* [AIM OF THE TASK]:
Up to and including the line with "Quick job: Extract", repeat every line of the listing exactly, beginning at the first.

★ ★ ★ ★

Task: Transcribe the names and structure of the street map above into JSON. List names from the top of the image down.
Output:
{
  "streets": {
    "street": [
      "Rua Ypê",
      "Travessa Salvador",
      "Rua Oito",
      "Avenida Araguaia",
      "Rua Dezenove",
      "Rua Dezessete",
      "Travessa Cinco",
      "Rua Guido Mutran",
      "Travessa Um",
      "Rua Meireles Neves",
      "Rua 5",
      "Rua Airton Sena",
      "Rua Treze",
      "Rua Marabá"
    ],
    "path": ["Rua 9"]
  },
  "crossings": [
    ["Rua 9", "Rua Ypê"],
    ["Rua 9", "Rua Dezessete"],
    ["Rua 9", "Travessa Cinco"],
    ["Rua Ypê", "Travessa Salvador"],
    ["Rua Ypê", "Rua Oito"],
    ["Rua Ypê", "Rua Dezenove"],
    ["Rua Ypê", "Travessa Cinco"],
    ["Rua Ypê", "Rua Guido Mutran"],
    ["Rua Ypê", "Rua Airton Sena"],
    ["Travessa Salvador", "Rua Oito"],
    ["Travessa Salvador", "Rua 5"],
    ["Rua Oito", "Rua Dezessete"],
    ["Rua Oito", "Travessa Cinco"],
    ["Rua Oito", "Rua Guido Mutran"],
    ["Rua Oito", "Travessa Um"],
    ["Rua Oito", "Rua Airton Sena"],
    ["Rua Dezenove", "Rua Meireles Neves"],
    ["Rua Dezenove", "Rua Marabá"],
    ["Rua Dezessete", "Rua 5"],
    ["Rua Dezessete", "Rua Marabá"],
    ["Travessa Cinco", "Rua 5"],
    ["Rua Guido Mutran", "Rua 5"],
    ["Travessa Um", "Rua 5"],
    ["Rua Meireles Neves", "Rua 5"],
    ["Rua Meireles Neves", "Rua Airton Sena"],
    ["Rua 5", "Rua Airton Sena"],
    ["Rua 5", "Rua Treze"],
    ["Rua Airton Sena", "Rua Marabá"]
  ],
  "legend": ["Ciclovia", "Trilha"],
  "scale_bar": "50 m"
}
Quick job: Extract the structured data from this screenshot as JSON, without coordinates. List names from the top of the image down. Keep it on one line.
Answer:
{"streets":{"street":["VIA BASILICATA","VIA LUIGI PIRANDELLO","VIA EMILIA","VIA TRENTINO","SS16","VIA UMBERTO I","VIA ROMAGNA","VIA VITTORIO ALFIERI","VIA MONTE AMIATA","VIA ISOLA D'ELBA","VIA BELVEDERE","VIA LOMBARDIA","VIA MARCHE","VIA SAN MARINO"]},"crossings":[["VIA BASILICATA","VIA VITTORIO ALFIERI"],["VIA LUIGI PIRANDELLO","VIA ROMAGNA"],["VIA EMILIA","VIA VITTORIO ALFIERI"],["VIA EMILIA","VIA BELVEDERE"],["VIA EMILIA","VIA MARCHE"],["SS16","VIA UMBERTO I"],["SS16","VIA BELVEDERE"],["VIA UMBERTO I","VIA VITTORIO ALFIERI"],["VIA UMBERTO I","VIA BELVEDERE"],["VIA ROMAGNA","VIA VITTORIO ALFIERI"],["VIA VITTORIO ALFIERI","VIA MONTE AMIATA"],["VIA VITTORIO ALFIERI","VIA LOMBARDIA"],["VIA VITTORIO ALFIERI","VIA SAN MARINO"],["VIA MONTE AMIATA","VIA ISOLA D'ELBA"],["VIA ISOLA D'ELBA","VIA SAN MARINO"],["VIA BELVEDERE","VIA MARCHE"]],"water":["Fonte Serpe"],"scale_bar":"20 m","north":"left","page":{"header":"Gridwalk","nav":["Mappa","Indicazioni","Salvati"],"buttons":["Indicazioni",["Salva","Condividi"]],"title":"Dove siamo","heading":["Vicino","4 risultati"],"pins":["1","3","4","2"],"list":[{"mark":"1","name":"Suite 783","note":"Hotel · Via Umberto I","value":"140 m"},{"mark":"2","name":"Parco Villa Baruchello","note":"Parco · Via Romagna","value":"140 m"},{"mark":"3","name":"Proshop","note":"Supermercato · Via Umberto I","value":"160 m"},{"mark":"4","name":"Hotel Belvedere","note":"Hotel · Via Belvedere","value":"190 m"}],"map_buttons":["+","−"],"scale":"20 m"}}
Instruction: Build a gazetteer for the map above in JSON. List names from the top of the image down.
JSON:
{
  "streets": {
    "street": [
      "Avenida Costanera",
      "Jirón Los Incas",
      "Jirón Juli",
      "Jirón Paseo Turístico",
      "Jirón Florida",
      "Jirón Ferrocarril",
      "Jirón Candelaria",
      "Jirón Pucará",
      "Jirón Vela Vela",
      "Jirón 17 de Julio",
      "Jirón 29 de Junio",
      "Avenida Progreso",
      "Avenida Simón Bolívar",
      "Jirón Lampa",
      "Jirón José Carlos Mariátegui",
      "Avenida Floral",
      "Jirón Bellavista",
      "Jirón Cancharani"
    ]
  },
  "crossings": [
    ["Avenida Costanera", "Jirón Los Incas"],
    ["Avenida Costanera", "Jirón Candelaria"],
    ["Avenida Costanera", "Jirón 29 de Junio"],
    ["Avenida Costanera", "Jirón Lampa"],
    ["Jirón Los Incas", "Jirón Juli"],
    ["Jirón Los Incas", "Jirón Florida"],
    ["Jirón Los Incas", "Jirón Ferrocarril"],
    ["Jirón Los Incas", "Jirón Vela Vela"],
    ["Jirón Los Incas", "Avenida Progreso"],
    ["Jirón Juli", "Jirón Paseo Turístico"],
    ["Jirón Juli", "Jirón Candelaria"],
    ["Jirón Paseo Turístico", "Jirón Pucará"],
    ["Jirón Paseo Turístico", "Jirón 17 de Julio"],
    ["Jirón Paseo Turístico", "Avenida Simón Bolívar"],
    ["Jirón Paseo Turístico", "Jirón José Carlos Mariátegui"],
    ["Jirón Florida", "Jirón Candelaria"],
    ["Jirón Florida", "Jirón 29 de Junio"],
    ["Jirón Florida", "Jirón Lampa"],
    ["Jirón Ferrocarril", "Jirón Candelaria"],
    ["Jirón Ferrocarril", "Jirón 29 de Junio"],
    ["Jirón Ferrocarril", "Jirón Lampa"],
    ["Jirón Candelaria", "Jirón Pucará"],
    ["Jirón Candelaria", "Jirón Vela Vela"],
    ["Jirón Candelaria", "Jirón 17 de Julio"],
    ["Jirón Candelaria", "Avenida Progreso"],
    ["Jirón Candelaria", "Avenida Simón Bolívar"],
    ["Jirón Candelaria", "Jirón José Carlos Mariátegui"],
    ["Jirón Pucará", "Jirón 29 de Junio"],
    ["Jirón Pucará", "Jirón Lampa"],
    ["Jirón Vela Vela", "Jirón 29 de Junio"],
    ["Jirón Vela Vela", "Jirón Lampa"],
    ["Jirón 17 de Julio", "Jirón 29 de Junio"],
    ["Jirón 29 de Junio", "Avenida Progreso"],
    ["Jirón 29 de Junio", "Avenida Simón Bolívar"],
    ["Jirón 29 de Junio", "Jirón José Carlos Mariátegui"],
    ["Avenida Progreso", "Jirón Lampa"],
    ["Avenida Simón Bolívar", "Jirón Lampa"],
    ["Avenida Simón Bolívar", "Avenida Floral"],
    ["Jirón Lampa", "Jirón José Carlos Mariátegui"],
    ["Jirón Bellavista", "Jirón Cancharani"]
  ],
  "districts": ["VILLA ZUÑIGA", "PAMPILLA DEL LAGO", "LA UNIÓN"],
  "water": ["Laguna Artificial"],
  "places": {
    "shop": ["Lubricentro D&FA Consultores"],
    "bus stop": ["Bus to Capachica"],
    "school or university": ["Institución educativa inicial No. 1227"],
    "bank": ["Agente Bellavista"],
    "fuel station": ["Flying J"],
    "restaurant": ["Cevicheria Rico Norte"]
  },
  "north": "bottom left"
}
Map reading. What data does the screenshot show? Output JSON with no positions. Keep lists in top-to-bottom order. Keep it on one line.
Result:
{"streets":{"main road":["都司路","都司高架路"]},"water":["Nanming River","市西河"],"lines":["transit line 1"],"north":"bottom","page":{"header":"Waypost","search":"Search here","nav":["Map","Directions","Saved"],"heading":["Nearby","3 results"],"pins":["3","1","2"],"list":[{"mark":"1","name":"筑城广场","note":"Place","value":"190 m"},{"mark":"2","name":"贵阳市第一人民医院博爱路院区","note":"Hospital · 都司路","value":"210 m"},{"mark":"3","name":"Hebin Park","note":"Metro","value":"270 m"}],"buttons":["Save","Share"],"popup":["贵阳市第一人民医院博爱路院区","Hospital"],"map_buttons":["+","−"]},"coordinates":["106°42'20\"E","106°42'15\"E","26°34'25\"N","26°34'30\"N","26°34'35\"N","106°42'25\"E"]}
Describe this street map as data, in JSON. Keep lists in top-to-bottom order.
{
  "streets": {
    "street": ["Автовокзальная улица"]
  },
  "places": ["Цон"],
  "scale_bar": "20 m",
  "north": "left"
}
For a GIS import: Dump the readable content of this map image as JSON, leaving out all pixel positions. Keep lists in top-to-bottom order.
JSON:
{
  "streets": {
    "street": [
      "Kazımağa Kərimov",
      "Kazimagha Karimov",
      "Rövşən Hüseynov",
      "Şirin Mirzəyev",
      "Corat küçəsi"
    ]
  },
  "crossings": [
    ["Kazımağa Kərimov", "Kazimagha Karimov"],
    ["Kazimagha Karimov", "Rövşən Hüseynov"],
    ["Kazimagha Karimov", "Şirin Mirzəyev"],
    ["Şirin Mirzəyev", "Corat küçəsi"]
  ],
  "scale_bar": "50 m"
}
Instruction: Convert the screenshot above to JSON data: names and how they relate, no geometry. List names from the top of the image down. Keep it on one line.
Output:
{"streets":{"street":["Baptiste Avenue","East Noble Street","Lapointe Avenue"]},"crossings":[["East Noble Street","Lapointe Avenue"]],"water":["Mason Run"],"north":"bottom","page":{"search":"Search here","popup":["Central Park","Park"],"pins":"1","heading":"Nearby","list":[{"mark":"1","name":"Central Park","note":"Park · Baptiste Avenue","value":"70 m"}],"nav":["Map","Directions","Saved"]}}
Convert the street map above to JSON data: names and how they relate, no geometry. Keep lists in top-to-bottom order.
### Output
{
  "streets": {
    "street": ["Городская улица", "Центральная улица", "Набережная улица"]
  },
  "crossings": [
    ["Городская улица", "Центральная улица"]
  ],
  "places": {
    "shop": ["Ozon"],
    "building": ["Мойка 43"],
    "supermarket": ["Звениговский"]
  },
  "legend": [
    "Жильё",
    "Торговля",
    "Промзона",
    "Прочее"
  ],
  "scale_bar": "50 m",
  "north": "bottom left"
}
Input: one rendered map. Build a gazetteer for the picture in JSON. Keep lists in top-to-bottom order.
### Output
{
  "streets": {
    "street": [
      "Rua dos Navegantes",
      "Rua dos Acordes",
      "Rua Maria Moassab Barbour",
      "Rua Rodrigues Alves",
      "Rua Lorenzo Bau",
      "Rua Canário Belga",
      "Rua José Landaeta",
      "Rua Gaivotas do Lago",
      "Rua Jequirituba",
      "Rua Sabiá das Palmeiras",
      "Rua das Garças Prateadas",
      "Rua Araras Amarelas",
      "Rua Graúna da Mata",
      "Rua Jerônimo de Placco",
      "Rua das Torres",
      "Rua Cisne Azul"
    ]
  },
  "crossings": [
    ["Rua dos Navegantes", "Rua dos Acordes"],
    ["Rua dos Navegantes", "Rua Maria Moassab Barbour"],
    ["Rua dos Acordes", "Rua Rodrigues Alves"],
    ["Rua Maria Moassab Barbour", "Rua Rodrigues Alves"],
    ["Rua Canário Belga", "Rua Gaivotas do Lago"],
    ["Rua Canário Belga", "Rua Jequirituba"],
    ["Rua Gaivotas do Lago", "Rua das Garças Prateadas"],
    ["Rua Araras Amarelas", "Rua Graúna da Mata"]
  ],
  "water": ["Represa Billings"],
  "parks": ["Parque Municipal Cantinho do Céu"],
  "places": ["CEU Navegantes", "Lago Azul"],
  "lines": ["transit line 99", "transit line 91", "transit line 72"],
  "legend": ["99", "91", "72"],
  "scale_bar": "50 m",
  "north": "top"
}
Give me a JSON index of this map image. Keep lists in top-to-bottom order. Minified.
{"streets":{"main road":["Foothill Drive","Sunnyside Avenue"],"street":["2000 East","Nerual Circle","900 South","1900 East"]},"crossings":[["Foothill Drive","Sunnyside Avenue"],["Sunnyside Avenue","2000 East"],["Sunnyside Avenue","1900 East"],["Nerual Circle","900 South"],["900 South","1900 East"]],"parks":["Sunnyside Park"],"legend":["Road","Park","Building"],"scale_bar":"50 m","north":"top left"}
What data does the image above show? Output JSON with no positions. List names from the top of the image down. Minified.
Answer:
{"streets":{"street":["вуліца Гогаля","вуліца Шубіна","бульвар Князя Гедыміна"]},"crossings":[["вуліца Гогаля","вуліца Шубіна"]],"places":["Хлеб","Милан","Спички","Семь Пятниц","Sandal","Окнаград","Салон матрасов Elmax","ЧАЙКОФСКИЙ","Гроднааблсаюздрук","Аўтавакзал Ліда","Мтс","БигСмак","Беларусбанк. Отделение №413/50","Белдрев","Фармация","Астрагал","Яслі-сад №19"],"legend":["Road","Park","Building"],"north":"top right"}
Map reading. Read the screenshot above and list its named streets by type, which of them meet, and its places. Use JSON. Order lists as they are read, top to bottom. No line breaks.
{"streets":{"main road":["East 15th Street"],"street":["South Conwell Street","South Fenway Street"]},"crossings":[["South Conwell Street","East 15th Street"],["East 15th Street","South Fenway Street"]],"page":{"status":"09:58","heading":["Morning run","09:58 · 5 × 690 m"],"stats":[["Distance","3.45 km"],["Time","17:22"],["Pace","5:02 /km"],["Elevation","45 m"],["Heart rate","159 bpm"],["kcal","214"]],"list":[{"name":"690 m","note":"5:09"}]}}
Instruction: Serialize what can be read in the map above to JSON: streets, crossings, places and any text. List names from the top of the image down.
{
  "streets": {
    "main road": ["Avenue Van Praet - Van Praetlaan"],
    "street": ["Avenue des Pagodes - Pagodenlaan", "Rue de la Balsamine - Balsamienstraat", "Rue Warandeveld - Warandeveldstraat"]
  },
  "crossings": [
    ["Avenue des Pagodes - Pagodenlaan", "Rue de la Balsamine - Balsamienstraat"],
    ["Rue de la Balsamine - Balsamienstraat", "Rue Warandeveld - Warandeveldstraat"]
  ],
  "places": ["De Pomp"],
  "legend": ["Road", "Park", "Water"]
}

★ ★ ★ ★

* [OUTPUT FOR THIS EXERCISE]:
Task: Transcribe the names and structure of the street map above into JSON. List names from the top of the image down.
Output:
{
  "streets": {
    "street": [
      "Rua Ypê",
      "Travessa Salvador",
      "Rua Oito",
      "Avenida Araguaia",
      "Rua Dezenove",
      "Rua Dezessete",
      "Travessa Cinco",
      "Rua Guido Mutran",
      "Travessa Um",
      "Rua Meireles Neves",
      "Rua 5",
      "Rua Airton Sena",
      "Rua Treze",
      "Rua Marabá"
    ],
    "path": ["Rua 9"]
  },
  "crossings": [
    ["Rua 9", "Rua Ypê"],
    ["Rua 9", "Rua Dezessete"],
    ["Rua 9", "Travessa Cinco"],
    ["Rua Ypê", "Travessa Salvador"],
    ["Rua Ypê", "Rua Oito"],
    ["Rua Ypê", "Rua Dezenove"],
    ["Rua Ypê", "Travessa Cinco"],
    ["Rua Ypê", "Rua Guido Mutran"],
    ["Rua Ypê", "Rua Airton Sena"],
    ["Travessa Salvador", "Rua Oito"],
    ["Travessa Salvador", "Rua 5"],
    ["Rua Oito", "Rua Dezessete"],
    ["Rua Oito", "Travessa Cinco"],
    ["Rua Oito", "Rua Guido Mutran"],
    ["Rua Oito", "Travessa Um"],
    ["Rua Oito", "Rua Airton Sena"],
    ["Rua Dezenove", "Rua Meireles Neves"],
    ["Rua Dezenove", "Rua Marabá"],
    ["Rua Dezessete", "Rua 5"],
    ["Rua Dezessete", "Rua Marabá"],
    ["Travessa Cinco", "Rua 5"],
    ["Rua Guido Mutran", "Rua 5"],
    ["Travessa Um", "Rua 5"],
    ["Rua Meireles Neves", "Rua 5"],
    ["Rua Meireles Neves", "Rua Airton Sena"],
    ["Rua 5", "Rua Airton Sena"],
    ["Rua 5", "Rua Treze"],
    ["Rua Airton Sena", "Rua Marabá"]
  ],
  "legend": ["Ciclovia", "Trilha"],
  "scale_bar": "50 m"
}
Quick job: Extract the structured data from this screenshot as JSON, without coordinates. List names from the top of the image down. Keep it on one line.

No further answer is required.